Albeniz sojourns to the gypsy quarter of Seville in his “Triana,” a colorfully chromatic piece in F# Minor that sachays with exotic and erotic gestures, tinted by sarcastic jabs in the woodwinds. The National Theater Orchestra strings and battery combine to achieve a sense of Moorish luxury in the unfolding spectacle. The opening material returns, delicately resonant until the forte coda. The fourth entry, El Puerto, set in D-flat Major, offers the kind of color that attracted Aaron Copland for his Spanish (Mexican) pieces. Here, the port city of Cadiz and El Puerto de Santa Maria provide the setting, a lively zapateado, whose middle section opens a seductive air with which the music quietly concludes. The final portrait, “El Albaicín,” invokes the district of Granada, the very locale for one of Falla’s Nights in the Gardens of Spain. The mystery of the place demands that the key of B-flat alternate in major and minor modes, as the energy of the moves from a muscular dynamism to a sultry and diaphanous sonority. Again, a “deep song” arises filled with ardor and longing, pageantry as well as brutal, primitive urges.

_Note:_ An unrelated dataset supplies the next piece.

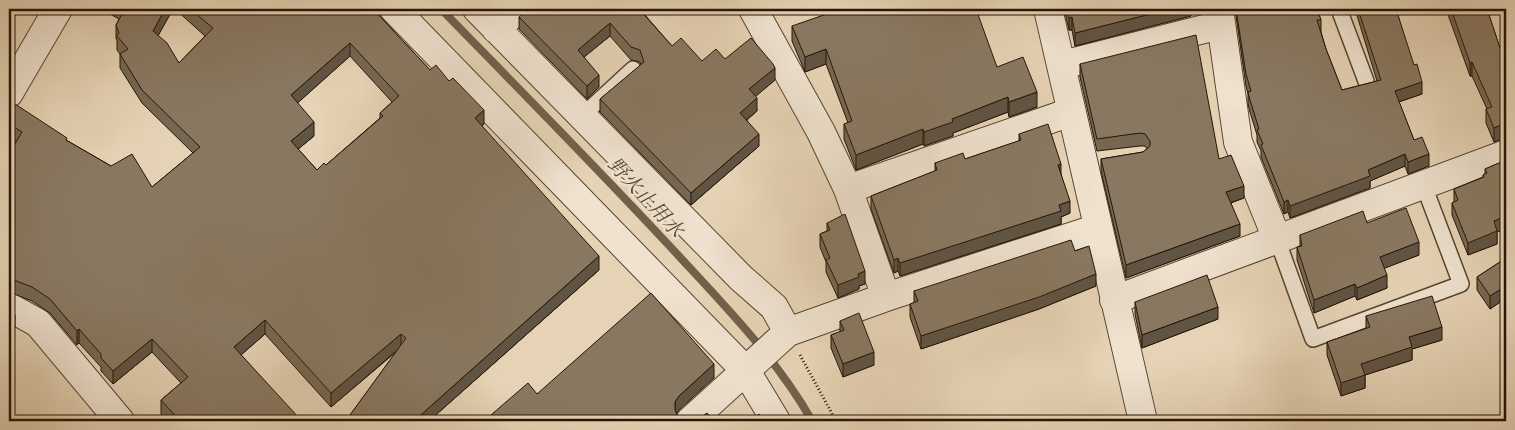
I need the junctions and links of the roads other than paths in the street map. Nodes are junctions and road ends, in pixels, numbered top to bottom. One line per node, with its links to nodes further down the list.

Rosenthal turns to the impetuous and fiery score of 1915, Manuel de Falla’s brilliant, hybrid-pantomime, El amor brujo (rec. 2 May 1958), which utilizes an Andalusian, gypsy folk tale, orchestral narrative interrupted by song, an appeal to the duende sensibility, the flamenco (hondo) acceptance of life’s contradictions. Spanish mezzo-soprano Amparito Peris de Prulière intones, with her decidedly nasal projection, of the burning poisons of love and desire. Her accursed emotions demand exorcism, fulfilled by the later, luminously throbbing “Ritual Fire Dance.”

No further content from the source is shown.